(PROBLEM TO WORK ON): Report the lines of the data below that contain the string "Craig".

(SOURCE DATA):
---------------

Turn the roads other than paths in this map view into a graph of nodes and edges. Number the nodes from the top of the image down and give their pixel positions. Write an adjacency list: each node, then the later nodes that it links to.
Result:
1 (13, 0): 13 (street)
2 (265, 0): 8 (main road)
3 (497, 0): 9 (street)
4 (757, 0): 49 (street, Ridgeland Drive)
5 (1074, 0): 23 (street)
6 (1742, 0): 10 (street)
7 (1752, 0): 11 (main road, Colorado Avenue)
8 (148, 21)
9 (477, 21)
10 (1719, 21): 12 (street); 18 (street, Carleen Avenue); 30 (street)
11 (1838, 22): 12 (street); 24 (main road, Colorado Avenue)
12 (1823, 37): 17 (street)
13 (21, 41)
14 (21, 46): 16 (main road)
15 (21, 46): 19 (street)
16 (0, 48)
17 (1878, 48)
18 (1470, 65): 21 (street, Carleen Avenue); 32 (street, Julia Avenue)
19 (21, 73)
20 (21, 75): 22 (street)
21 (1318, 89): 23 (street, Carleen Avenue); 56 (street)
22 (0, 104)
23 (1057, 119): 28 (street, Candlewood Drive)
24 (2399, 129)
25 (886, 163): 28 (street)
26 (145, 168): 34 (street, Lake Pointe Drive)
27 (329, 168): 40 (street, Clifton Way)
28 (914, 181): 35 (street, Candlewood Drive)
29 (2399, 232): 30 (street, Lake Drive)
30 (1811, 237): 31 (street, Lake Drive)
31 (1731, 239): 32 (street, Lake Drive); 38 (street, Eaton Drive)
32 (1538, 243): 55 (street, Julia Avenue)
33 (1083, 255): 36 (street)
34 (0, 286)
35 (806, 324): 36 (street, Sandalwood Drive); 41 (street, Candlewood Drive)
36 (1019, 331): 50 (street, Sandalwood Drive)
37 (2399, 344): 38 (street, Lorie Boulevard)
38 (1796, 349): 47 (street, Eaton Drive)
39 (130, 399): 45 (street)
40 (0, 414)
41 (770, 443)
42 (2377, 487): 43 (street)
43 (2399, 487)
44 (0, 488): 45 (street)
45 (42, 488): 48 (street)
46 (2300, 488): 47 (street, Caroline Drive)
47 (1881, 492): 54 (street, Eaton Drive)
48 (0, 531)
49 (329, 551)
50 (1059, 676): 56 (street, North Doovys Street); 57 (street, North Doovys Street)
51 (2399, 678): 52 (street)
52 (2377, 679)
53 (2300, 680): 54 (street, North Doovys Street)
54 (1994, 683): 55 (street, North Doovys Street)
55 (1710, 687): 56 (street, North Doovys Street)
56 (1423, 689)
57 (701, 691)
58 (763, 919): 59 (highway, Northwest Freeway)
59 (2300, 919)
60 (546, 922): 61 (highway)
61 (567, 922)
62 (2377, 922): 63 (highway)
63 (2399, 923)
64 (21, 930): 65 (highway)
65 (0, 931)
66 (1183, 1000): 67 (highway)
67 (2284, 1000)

---------------

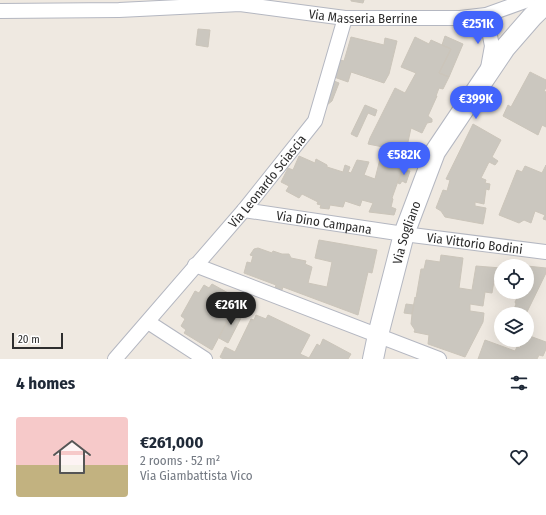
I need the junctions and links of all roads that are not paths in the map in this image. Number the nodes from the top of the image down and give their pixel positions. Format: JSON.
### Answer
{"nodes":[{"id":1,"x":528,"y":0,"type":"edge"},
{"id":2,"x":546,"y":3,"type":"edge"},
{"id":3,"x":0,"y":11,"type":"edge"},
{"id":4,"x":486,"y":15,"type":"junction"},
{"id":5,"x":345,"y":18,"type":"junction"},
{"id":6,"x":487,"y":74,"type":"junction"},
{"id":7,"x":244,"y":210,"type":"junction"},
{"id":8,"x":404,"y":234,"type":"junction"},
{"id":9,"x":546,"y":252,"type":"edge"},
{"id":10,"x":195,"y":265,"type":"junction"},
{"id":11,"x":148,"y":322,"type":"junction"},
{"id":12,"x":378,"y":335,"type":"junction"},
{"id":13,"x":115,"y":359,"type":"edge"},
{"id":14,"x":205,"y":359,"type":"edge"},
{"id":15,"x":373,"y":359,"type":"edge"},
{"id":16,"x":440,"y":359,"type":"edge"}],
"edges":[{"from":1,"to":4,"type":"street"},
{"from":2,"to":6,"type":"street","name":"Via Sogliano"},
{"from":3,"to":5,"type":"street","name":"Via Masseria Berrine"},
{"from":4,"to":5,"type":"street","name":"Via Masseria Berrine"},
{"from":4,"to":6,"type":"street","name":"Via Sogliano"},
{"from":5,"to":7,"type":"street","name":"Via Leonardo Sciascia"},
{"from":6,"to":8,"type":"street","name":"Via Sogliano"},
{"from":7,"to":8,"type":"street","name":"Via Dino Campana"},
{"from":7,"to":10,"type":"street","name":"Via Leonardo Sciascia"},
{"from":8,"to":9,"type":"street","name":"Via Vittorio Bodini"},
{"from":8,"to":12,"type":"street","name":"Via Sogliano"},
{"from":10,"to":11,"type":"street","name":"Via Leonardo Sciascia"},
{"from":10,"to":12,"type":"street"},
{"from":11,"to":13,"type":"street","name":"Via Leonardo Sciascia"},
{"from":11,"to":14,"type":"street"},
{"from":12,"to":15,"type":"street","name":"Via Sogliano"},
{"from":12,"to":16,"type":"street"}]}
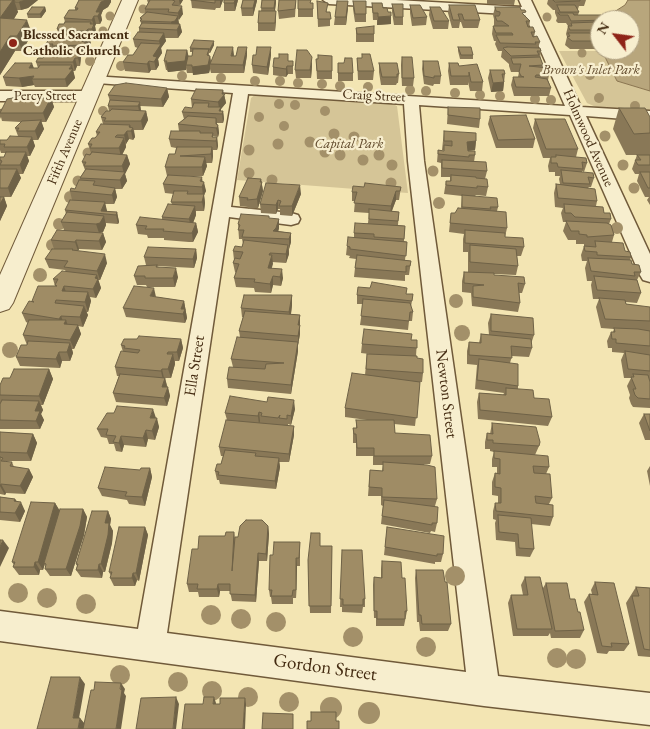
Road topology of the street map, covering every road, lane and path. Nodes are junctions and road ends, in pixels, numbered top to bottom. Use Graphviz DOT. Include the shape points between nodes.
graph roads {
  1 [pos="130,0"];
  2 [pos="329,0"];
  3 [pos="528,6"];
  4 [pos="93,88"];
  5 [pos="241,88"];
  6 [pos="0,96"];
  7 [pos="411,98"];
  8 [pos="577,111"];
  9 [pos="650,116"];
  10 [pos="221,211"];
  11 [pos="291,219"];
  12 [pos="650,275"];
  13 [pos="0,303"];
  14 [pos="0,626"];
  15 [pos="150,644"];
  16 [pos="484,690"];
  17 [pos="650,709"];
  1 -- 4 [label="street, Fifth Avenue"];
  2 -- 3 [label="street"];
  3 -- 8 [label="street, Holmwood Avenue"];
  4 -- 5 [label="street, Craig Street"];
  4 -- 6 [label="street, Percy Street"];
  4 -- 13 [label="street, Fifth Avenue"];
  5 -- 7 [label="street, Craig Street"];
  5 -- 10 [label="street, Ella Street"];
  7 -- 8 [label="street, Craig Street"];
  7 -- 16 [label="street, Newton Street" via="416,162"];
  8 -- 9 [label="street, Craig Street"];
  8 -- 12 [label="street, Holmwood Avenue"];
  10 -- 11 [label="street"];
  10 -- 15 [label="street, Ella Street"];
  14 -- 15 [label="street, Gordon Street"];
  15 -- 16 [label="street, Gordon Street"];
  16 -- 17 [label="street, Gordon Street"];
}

---------------

(PROBLEM SOLUTION):
  4 -- 5 [label="street, Craig Street"];
  5 -- 7 [label="street, Craig Street"];
  7 -- 8 [label="street, Craig Street"];
  8 -- 9 [label="street, Craig Street"];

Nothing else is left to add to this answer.